Lectoure, GR 65, France

(Published August 2016, last updated April 2024)

From Cahors to Eauze, the GR 65 Chemin de Saint-Jacques meanders through 193.3 kilometres (120.8 miles) of mostly gentle terrain.

On this walk, you will climb a few gorges and follow some shady paths through the forest, but for much of the way you’ll find yourself surrounded by rolling hills and a patchwork of cultivated farmland. Tucked among those rolling hills are vast fields of sunflowers, and in summer, swathes of dancing yellow faces will keep you company throughout the day.

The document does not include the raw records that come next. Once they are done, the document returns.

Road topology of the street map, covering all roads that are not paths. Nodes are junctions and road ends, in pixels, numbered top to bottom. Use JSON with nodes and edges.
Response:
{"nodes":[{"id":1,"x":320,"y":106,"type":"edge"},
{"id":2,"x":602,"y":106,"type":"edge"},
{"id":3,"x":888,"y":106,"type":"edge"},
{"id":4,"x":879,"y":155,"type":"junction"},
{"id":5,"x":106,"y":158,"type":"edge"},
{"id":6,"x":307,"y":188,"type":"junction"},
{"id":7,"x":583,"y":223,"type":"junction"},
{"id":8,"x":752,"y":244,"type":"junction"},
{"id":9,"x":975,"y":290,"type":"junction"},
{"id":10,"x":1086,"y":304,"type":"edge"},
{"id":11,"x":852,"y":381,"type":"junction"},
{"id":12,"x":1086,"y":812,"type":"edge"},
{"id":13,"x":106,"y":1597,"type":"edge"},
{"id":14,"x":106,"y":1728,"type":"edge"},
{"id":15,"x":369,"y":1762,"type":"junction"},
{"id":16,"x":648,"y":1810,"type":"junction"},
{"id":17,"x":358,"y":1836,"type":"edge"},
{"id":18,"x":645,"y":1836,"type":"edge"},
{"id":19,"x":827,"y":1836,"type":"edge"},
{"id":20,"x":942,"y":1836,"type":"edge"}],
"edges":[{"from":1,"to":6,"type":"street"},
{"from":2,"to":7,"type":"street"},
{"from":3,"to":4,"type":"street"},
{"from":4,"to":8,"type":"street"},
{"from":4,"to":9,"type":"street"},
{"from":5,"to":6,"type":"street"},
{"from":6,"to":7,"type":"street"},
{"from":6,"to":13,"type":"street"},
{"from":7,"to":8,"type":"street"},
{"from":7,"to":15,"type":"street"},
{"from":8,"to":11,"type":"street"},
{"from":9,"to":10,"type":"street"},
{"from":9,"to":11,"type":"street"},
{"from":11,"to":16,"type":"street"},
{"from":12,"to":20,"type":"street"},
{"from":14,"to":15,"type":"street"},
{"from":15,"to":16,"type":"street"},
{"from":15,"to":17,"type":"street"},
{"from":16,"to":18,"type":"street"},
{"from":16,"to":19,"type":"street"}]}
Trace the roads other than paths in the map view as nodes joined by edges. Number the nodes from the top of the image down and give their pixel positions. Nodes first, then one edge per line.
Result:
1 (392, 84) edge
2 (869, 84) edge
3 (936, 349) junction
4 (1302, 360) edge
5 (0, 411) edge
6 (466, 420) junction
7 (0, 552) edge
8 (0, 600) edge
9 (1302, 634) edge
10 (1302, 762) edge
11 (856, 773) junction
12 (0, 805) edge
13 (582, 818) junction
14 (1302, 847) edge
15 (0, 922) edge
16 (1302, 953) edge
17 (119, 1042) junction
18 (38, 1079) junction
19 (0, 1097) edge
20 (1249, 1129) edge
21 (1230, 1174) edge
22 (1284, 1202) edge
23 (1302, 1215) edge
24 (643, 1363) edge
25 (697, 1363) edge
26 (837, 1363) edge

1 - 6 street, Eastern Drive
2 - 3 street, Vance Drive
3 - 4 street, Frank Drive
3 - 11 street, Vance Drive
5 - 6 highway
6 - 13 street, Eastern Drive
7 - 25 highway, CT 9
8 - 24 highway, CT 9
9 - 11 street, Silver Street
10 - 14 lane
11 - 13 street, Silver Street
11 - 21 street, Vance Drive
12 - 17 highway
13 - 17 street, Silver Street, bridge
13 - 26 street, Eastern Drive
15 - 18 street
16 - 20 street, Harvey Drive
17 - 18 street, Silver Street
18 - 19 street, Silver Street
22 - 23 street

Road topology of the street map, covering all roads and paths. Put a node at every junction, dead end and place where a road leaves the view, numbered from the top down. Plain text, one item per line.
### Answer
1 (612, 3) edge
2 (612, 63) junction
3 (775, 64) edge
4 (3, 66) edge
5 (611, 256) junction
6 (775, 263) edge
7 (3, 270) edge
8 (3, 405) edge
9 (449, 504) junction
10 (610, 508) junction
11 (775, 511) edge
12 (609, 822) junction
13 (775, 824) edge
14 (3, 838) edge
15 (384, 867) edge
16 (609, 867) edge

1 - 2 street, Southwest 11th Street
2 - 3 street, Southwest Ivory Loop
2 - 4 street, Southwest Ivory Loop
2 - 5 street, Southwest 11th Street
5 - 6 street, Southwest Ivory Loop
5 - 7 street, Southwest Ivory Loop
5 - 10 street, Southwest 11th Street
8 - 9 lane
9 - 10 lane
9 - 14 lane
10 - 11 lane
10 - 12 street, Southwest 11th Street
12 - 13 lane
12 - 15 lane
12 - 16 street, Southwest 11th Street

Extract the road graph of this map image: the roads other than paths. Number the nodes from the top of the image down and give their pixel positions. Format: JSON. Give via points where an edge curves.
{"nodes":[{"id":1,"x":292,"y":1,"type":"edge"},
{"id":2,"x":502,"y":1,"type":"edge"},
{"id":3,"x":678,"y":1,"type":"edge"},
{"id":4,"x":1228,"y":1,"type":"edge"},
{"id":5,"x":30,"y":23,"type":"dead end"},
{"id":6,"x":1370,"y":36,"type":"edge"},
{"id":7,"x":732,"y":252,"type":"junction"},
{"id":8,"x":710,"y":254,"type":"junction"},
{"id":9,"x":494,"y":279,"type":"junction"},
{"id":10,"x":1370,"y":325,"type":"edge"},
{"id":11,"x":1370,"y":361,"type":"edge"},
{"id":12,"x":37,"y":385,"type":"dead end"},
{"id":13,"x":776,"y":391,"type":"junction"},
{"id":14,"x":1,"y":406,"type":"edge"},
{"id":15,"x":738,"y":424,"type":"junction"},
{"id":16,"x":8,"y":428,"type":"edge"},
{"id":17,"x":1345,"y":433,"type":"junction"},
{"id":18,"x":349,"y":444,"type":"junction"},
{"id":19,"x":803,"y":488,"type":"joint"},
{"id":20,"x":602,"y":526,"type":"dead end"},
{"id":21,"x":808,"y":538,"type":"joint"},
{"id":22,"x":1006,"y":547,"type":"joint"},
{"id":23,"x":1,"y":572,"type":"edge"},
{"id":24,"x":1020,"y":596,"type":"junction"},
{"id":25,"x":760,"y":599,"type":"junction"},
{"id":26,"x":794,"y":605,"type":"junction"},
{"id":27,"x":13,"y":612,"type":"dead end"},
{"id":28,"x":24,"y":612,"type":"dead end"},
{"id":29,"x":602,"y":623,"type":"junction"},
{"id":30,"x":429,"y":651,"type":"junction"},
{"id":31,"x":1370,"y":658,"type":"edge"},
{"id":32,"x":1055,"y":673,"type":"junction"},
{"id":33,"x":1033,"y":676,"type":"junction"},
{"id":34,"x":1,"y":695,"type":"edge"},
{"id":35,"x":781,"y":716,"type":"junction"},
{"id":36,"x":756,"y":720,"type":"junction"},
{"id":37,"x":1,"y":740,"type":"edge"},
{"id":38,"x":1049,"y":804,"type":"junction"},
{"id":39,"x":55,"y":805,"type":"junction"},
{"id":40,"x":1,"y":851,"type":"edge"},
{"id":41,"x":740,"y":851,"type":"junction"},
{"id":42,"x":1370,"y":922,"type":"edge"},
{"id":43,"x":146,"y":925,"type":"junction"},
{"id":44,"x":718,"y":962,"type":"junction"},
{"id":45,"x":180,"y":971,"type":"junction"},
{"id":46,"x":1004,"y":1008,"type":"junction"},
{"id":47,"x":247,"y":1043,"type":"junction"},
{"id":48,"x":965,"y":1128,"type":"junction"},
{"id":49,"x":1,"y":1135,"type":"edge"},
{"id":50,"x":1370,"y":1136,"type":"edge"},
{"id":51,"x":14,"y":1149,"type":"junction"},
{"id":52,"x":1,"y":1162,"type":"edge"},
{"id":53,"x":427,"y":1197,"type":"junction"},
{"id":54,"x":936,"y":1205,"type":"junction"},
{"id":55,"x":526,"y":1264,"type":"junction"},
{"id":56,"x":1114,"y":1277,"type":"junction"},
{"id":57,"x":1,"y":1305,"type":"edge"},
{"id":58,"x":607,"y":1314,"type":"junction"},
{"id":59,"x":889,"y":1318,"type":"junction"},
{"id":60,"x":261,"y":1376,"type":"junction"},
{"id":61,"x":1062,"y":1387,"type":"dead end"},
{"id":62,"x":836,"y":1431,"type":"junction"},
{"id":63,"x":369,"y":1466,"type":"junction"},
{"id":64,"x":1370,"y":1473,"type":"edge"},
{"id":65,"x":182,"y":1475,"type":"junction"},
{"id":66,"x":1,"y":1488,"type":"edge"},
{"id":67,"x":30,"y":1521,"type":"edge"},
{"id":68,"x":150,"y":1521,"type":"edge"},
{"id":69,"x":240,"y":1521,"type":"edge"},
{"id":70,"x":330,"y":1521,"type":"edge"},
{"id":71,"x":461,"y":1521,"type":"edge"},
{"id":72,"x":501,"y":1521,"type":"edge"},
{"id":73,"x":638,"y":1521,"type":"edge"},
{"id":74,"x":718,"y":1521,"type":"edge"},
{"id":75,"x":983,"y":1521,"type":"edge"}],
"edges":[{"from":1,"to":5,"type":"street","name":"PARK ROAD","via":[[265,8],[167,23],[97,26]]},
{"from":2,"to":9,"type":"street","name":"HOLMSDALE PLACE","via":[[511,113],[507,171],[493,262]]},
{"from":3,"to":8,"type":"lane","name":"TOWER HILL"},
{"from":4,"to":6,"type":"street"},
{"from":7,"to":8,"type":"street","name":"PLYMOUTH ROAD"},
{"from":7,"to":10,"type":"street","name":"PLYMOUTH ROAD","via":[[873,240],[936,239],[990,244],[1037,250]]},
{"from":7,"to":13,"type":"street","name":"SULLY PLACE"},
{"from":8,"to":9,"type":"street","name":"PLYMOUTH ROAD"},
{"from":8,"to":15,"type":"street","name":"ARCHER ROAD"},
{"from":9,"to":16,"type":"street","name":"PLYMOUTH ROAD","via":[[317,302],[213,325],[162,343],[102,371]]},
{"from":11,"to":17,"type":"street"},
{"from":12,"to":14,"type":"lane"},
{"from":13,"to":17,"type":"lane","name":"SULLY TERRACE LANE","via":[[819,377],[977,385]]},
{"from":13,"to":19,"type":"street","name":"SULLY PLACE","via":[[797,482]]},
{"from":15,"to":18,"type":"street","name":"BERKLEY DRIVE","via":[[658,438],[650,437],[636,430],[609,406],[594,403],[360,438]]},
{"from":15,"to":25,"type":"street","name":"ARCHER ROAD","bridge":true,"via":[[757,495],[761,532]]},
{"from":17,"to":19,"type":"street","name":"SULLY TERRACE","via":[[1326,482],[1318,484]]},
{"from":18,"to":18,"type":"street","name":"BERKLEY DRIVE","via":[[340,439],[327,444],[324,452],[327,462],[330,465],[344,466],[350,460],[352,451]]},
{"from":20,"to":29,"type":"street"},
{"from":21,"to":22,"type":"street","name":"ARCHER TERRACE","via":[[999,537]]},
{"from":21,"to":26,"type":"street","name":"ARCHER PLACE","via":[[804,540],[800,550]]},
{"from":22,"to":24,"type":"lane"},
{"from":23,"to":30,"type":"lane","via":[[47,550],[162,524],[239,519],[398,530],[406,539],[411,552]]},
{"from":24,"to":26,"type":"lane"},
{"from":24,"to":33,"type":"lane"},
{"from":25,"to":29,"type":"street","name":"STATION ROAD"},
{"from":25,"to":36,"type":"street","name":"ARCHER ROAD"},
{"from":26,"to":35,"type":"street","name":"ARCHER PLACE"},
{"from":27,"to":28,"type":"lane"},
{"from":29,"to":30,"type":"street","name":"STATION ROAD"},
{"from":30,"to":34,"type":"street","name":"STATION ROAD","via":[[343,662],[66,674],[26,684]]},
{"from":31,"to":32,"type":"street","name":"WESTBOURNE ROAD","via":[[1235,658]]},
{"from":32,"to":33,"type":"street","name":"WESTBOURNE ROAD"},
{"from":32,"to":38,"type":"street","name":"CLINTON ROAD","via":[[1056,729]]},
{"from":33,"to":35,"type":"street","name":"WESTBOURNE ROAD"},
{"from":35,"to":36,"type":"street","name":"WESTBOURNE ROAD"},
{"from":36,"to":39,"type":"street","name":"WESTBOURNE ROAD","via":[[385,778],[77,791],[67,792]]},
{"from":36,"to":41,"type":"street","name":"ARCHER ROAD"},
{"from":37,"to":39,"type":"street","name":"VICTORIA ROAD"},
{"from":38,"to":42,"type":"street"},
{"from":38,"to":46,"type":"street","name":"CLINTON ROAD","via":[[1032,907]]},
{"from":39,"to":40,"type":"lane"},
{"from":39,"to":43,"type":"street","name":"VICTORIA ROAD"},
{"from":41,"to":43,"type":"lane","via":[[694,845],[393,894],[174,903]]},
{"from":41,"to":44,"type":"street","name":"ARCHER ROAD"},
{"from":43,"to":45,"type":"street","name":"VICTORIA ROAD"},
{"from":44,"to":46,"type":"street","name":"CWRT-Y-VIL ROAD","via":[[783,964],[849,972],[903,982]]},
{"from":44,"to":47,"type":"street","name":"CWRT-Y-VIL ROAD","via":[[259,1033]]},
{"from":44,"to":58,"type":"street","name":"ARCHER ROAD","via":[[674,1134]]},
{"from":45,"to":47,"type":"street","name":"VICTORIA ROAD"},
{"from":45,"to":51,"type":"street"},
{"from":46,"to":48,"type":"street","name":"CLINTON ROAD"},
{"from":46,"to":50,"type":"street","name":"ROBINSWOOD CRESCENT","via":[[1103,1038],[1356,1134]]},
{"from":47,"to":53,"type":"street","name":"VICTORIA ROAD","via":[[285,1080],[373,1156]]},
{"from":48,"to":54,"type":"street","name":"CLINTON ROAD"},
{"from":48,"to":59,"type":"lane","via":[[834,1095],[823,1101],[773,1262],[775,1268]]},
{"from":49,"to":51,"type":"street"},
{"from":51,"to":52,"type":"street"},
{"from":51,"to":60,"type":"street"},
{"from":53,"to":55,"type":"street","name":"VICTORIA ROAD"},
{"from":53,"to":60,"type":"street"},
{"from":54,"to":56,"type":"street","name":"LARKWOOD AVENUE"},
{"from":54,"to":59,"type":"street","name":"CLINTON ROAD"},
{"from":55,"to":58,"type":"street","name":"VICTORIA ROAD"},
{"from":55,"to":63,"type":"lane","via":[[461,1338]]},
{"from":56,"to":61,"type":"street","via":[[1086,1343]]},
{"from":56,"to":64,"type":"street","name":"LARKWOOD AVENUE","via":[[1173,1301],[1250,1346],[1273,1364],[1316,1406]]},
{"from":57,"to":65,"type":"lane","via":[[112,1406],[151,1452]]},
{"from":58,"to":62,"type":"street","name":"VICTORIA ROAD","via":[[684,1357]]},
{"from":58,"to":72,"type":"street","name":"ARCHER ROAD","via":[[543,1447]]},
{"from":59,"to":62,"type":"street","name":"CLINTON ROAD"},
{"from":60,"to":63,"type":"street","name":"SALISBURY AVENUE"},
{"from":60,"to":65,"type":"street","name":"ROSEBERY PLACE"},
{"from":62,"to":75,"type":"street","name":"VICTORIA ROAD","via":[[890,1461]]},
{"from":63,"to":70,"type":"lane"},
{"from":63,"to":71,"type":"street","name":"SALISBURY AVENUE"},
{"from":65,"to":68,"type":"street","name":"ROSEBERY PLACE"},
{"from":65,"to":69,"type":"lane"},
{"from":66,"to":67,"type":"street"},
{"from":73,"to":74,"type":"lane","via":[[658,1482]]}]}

Fields of sunflowers between Larressingle and Montréal-du-Gers (photo taken in early July)

Medieval splendour is on display here in this south-west corner of France. Over the last thousand years, several of the larger towns were once home to ruling noble families and have played important roles in the area’s history.

Fortified bastide villages and towns occupy prominent positions on the ridges that separate the wide valleys—perfect locations for guarding against invading armies—and it’s not difficult to imagine the battles that were fought here long ago. Although most of the châteaux and fortified walls were damaged during the Hundred Years War and the Wars of Religion in the fifteenth and sixteenth centuries, you will still see grand cathedrals and stone and timbered houses throughout your walk.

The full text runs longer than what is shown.